He’s a Kennedy, What Does He Have to Be Depressed About?

NOV. 10, 2015

By Luna Greenstein

Behind the Wall

A Common Struggle: A Personal Journey Through the Past and Future of Mental Illness

By Patrick Kennedy

Purchase


On Feb. 29, 2000, at the Woonsocket Senior Center in Rhode Island, Patrick Kennedy unexpectedly opened up to the public about his mental health conditions. While he felt somewhat relieved to finally let go of the secrecy, the media derided him with stigmatizing comments. The question in the air was what did a Kennedy have to be depressed about?

After being publically made fun of, the media started calling people in the mental health sphere for comment. They reached out to the NAMI deputy executive director at the time, Bill Emmet, who happened to be the first person Kennedy ever talked to about mental health parity. Emmet’s response to the media was simple, straightforward and, above all, brutally honest: “Saying Patrick has nothing to be depressed about is like saying Patrick has no reason to have heart disease, no reason to have cancer.”

To further this point, Kennedy mentions a time in his life when he learns that he has a tumor on his spinal cord as a happy occasion—it is the first time there is something wrong with his health that he could prove.

Throughout his new book, A Common Struggle, Kennedy chronicles how mental health influenced both his personal life and his career through these stories and others. He goes through his own personal mental heath journey living with depression, bipolar disorder and substance abuse while also highlighting the history and evolution of the mental health system.

An important element of the book is hidden trauma and the mental health conditions that resided within his family. “The more I was confronted in therapy…the more I had to admit that my family issues were not unique at all,” Kennedy writes. “Fathers and sons, worrying about expectations and legacies, speaking but not really talking. Families trying to ignore mental illness and addiction.
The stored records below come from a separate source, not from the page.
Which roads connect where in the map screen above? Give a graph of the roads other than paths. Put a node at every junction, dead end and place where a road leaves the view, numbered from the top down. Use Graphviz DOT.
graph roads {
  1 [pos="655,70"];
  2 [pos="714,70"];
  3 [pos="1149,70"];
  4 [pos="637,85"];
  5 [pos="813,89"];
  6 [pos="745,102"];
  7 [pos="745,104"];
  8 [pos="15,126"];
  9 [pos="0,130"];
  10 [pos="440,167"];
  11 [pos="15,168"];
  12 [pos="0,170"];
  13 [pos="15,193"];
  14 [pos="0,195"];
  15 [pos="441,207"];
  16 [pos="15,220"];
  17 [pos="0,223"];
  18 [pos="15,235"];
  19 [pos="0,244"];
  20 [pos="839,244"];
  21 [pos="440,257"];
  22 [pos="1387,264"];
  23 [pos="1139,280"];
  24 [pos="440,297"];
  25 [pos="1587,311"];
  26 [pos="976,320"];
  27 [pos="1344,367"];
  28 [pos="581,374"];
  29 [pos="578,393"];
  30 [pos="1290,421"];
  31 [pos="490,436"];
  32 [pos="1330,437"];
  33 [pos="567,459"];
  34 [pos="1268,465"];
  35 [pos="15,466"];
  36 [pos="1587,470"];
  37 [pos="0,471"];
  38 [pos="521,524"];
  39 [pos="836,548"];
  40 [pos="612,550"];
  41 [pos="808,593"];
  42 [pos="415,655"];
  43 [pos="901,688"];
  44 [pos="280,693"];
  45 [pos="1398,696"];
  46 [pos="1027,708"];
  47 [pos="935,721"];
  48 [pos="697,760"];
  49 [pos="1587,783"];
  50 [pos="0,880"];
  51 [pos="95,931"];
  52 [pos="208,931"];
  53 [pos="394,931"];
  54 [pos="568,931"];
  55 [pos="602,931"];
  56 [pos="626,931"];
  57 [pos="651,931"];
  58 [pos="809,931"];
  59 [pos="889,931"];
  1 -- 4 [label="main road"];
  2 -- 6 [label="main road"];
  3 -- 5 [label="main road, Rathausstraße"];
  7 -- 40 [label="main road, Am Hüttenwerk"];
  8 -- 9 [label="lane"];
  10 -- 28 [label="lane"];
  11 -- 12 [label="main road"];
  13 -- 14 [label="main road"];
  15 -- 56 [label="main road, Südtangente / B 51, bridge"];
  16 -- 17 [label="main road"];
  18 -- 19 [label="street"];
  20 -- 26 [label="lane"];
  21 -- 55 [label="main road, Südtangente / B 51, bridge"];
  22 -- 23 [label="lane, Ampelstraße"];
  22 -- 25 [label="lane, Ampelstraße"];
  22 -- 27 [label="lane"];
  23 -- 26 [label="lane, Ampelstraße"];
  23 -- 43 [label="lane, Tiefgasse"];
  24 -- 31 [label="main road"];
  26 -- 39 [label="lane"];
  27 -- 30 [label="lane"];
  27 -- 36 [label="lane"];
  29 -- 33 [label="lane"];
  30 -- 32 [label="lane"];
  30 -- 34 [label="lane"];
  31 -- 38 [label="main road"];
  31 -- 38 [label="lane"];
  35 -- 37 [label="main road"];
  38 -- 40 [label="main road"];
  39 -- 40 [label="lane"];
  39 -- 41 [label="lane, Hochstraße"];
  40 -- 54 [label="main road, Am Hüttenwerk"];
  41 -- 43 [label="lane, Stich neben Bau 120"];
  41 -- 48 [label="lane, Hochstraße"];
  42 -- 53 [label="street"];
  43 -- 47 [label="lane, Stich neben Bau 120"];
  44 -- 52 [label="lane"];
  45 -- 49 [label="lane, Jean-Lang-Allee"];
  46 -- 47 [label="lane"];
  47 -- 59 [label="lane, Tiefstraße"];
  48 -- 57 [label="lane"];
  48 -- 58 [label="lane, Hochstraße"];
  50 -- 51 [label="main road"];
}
These are common problems, really common.” In his family, standard protocol was to bottle up trauma, avoid publicity and self-medicate.

One of those family members deeply affected was his father, and Senator, Teddy Kennedy. Patrick Kennedy writes about how the assassinations of both of his uncles had a rippling effect on his father’s mental health. “My father went on in silent desperation for much of his life, self-medicating and unwittingly passing his unprocessed trauma on to my sister, brother and me… His own anguish was palpable and unspoken... Since he was the more emotionally available of my parents, I derived most of my emotional foundation from his strength and his turmoil.”

His relationship with his father is a critical aspect of the book. Almost every period of his life that he shares in the book connects back to their relationship in some way. His father’s political strength and power as a U.S. Senator was something he used as a model to follow and emulate. Unfortunately, he also followed in his father’s footsteps when it came to substance abuse. 

Kennedy is very open throughout the book about his struggle with substance abuse. His story goes back and forth through times of recovery and relapse. His poignant examples display the harsh reality that a person can face when struggling with addiction. For example, in 2008, Kennedy received a prescription for painkillers after breaking his hand. He knew they would send him into a downward spiral, but immediately made plans in his mind to abuse them. He writes, “I can still remember how much I craved those pills, how much one part of my brain wanted the drug, and the other part of my brain was telling me it wasn’t a good idea.”

Luckily, for Kennedy, his friend and office manager Terri was there to help. “I’m still amazed at how much courage it took for Terri to confront me, and how many acts of emotional bravery, large and small, it really takes to care about someone with these illnesses,” he proclaims. In the same passage, he commends all people who help to look after people who live with a mental health condition. He understands that it’s not an easy task and it should be appreciated.

Kennedy had to suppress his urges for alcohol and drugs while simultaneously serving as a public face trying to pass the legislation that could positively change the lives of millions of people who shared his struggle.

Parity for mental health care that included care for substance abuse disorders was something that Kennedy and his father fought for together. This issue carried an important weight for both of them because this was something that they themselves struggled with, along with numerous family members. He was never able to muster up the courage to point out to his father that the bill they were fighting for would also help their family. “Did he realize that one of the families that this bill was supposed to help de-stigmatize was ours?” he wanted to ask. “Did he know that making sure that the bill wasn’t only about mental illness but about alcoholism and drug addiction was about us too?”

Kennedy’s personal experience gives him an inside view to the parity that he is fighting for. Throughout the book, there are several points where Kennedy eloquently demonstrates how debilitating and challenging it is to not only live with a mental illness, but also be stigmatized for it. The wisdom he derives from his experiences with stigma and perception are woven through almost every page in A Common Struggle. This book is a candid and genuine depiction of Kennedy’s life living with numerous mental health conditions.